Payments: Multiple payment rails exist: (i) ACH (Automated Clearing House) is most common in the US for bank-to-bank transfers; (ii) Card processing for acquisition (pulling funds from a bank card) or disbursement (aka push-to-card); (iii) wire transfers (domestic or international) for larger or immediate payments; (iv) check issuance and deposit (sending a physical or electronic check, or taking a picture of a check for mobile deposit); and (v) bill payment (such as RPPS or Bill Pay to directly pay utilities or billers). Based on vendor/partner, one or most of these methods are available.
Data aggregation: View a user’s bank data such as balances, account and routing number, and transaction history; this helps create account links for ACH transfers, validate monthly income, provide budgeting insights, and evaluate a user applying for a loan. Plaid is the current industry leader in accessing bank data.

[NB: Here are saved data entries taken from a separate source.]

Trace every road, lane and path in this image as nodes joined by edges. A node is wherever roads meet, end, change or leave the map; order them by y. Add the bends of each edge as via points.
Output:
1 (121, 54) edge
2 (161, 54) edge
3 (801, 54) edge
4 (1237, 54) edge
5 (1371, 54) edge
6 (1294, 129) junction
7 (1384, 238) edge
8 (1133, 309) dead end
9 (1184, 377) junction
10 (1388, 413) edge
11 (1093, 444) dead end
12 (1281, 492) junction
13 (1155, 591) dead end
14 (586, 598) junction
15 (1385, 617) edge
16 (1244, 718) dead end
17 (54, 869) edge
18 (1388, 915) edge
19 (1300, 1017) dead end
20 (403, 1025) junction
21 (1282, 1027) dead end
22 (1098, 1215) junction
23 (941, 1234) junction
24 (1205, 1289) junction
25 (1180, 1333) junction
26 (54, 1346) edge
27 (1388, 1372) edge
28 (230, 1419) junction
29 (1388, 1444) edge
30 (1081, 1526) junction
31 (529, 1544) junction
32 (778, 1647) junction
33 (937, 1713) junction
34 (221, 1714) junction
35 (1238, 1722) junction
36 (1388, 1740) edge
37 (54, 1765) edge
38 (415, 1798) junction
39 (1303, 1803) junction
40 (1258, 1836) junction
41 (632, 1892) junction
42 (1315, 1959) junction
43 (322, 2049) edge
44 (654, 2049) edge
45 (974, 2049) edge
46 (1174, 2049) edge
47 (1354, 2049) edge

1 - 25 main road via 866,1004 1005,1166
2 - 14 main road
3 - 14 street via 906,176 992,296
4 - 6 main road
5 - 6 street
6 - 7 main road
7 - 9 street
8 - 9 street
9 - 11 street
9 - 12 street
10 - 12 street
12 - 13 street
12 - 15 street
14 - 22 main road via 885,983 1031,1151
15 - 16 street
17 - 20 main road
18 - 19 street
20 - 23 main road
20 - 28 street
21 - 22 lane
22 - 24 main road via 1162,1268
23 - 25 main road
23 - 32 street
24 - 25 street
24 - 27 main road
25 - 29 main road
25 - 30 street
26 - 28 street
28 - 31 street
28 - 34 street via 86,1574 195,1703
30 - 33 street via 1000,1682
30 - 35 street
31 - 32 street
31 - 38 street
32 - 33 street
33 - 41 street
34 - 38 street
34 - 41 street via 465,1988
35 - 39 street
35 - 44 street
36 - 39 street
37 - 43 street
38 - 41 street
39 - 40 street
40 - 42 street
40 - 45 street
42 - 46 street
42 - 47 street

Identity verification / KYC: ID can be confirmed by reviewing name, social security number, date of birth, and physical ID against government databases. This review can take place as part of a Know Your Customer (KYC) process (within Anti-Money Laundering programs) in which users are compared against government watchlists. The need for KYC is based on the products/services being offered. Deposit and card programs have some level of KYC to be met before a user is onboarded.

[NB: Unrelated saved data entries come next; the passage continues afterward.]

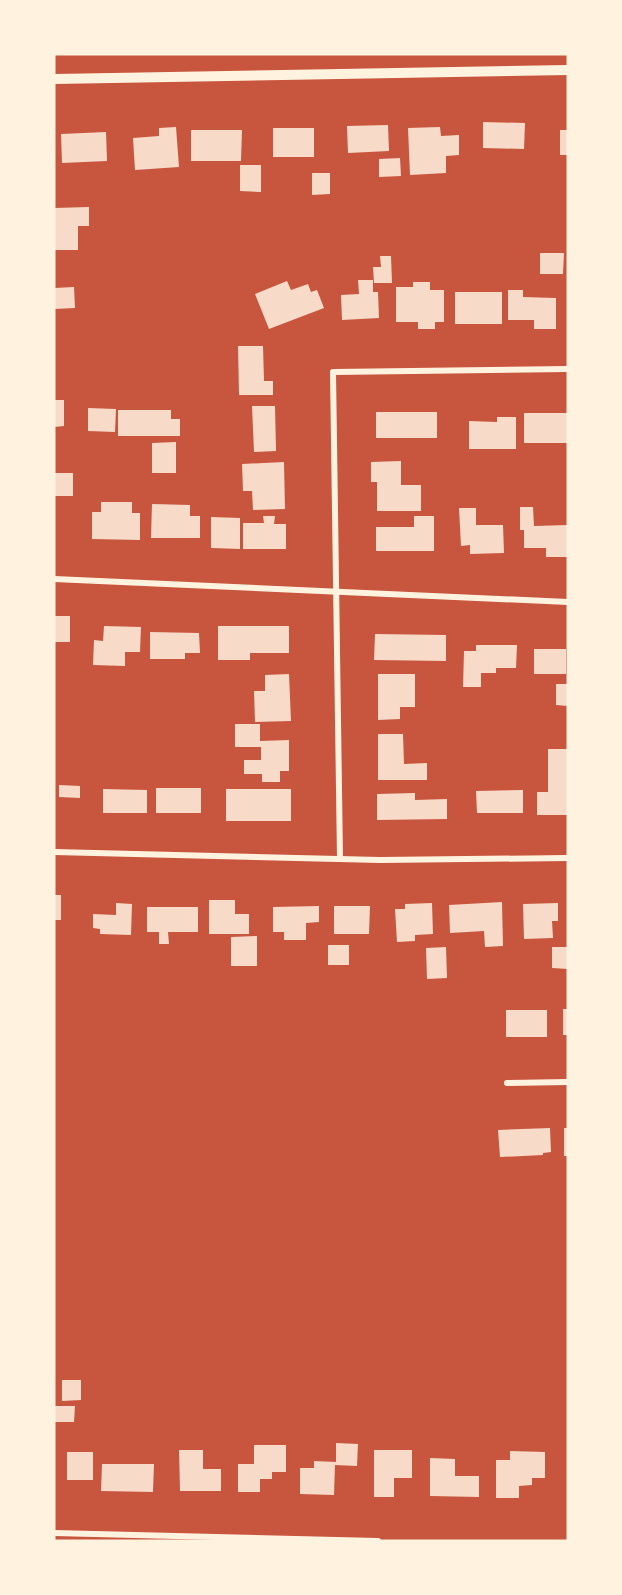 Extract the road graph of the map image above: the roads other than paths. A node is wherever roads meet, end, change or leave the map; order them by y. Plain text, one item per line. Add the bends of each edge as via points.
1 (568, 70) edge
2 (54, 80) edge
3 (568, 369) edge
4 (54, 579) edge
5 (336, 592) junction
6 (568, 602) edge
7 (54, 852) edge
8 (568, 858) edge
9 (340, 859) junction
10 (568, 1082) edge
11 (507, 1083) dead end
12 (54, 1533) edge
13 (378, 1541) edge

1 - 2 street
3 - 5 street via 333,372
4 - 5 street
5 - 6 street
5 - 9 street
7 - 9 street
8 - 9 street
10 - 11 street
12 - 13 street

Accounts: Similar to traditional bank offerings, individuals and businesses can have checking, savings, and loan accounts. Certain bank partner programs allow for using an FBO (For Benefit Only) account at the platform level — all user funds funnel into this omnibus account managed by the platform, who is solely responsible for proper management. Due to money transmitter risk (which requires licensing) and limited functionality, banks and platforms have transitioned away from this account for neobank and card products.
Cards: Prepaid, debit, or credit card options are widely available. Reward programs and customized features on top of cards are based on the target user segments and created by platforms. Users can receive cash back, crypto, points, or other bonuses based on spend. Most card programs provide monetization to a platform from interchange revenue.
Lending: Loans (on a one-time or revolving basis), advances (small, non-recourse disbursements), and credit cards (loans attached to cards) are all current options. Most partnership structures require platforms to provide funding for a loan reserve (either through a capital partner or their own funds). There are also secured programs in which a user places a deposit as their credit limit — this secured card is for customers interested in establishing or building credit.
The actual structure and design in launching these services depends on the partnership structure and provider your platform is working with, and the details of your use case.
How are providers different?
Platforms will need to review multiple options between vendors and partnerships, and make a final choice based on the complexity of their product vision, cost, timing, and requirements needed.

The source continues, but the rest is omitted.